=== Raw data ===

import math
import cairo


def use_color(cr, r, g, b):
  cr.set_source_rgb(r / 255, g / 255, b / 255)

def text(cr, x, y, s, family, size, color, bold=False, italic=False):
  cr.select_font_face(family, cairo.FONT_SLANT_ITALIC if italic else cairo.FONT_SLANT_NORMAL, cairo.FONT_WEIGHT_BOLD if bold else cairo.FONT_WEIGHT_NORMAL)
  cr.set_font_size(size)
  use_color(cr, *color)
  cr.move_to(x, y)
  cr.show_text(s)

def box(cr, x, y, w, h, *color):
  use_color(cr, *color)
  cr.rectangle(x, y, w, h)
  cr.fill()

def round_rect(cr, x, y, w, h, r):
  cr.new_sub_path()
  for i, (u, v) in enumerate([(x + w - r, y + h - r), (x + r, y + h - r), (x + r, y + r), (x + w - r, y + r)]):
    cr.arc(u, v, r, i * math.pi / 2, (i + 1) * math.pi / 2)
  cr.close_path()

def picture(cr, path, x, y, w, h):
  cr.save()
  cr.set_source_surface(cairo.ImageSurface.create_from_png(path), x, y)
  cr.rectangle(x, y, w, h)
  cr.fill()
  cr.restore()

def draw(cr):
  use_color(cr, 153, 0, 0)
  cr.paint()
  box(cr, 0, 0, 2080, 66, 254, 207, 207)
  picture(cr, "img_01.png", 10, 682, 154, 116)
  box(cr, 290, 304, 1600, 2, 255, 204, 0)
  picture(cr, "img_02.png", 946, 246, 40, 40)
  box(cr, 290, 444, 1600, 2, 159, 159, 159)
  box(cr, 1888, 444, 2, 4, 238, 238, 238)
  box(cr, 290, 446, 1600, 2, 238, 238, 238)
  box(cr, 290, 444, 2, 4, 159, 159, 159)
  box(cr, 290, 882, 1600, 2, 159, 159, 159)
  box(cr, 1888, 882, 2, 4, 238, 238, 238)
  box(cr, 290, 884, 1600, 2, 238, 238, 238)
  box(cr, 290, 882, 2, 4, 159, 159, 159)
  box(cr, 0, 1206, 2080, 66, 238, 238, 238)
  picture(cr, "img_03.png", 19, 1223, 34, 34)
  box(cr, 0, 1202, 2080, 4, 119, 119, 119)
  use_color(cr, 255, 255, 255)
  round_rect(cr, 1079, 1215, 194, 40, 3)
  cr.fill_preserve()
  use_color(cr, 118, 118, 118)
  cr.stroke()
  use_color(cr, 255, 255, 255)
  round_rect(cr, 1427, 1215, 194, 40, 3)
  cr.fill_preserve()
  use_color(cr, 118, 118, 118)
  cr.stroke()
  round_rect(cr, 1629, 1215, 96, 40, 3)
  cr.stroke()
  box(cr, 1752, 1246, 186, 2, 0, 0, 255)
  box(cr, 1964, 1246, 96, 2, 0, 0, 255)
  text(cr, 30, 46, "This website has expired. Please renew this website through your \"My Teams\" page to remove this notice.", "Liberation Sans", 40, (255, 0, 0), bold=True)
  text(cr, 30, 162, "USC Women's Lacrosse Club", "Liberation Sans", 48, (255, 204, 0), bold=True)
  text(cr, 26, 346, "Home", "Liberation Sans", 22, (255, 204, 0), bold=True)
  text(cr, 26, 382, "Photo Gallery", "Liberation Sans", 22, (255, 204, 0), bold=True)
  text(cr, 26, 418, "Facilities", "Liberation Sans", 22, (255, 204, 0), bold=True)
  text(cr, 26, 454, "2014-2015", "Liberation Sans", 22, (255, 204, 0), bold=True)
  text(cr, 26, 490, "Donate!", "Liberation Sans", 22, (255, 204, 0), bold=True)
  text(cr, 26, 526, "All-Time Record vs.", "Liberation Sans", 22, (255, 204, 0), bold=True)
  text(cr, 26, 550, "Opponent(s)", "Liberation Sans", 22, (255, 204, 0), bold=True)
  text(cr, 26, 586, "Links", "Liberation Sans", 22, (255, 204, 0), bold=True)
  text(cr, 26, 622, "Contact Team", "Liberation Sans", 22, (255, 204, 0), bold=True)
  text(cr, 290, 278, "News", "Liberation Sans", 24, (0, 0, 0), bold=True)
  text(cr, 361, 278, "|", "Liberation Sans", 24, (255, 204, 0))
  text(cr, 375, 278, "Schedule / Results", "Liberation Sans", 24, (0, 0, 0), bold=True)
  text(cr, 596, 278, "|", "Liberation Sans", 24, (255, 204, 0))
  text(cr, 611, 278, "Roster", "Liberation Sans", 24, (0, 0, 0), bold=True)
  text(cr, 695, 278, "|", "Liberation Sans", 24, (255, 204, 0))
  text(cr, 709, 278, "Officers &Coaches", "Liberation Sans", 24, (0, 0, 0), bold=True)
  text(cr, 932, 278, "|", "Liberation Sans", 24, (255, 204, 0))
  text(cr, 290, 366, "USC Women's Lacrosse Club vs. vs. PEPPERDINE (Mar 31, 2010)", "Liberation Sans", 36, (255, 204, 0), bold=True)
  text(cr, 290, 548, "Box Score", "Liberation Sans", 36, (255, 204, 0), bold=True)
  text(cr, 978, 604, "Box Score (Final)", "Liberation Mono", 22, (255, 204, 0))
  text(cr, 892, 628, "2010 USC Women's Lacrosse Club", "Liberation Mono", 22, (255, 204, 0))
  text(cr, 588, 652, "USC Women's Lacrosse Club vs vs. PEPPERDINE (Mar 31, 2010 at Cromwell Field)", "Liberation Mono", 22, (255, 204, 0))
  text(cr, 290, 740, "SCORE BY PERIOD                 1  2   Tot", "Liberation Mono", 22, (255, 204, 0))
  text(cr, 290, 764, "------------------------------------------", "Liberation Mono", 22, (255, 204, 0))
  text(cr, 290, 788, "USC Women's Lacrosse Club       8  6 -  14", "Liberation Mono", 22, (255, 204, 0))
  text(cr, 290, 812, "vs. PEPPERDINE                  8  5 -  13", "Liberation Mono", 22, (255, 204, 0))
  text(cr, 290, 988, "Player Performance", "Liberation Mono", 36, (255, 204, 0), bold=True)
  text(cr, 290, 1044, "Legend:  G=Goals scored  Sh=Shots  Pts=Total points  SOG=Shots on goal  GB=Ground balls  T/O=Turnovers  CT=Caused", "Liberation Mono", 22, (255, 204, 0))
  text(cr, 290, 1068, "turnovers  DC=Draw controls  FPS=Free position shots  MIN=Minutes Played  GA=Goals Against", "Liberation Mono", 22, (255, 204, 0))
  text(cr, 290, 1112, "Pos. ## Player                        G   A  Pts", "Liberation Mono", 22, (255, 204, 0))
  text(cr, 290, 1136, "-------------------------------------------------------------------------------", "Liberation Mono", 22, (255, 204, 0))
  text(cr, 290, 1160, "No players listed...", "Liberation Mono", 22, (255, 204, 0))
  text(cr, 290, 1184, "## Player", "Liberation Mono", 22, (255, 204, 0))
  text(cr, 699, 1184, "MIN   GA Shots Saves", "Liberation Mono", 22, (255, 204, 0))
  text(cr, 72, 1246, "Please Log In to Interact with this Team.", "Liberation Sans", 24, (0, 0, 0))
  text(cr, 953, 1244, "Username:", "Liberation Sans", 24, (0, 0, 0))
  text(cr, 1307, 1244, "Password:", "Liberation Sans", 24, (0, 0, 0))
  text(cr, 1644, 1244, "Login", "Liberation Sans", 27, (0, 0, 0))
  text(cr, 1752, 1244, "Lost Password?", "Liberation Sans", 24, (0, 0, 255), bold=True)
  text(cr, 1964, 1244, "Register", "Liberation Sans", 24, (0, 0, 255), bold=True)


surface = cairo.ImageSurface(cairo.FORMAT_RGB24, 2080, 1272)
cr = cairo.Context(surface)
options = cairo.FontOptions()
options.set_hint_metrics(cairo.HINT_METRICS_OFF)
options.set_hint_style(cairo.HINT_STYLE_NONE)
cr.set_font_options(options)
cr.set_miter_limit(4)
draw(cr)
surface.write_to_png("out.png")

===

Task: Where the listing above reaches the line that contains "cr.select_font_face(family, cairo.FONT_SLANT_ITALIC if", start retyping, and finish with the line that contains "cr.new_sub_path()"; reproduce those lines exactly and no others.

Written answer:
  cr.select_font_face(family, cairo.FONT_SLANT_ITALIC if italic else cairo.FONT_SLANT_NORMAL, cairo.FONT_WEIGHT_BOLD if bold else cairo.FONT_WEIGHT_NORMAL)
  cr.set_font_size(size)
  use_color(cr, *color)
  cr.move_to(x, y)
  cr.show_text(s)

def box(cr, x, y, w, h, *color):
  use_color(cr, *color)
  cr.rectangle(x, y, w, h)
  cr.fill()

def round_rect(cr, x, y, w, h, r):
  cr.new_sub_path()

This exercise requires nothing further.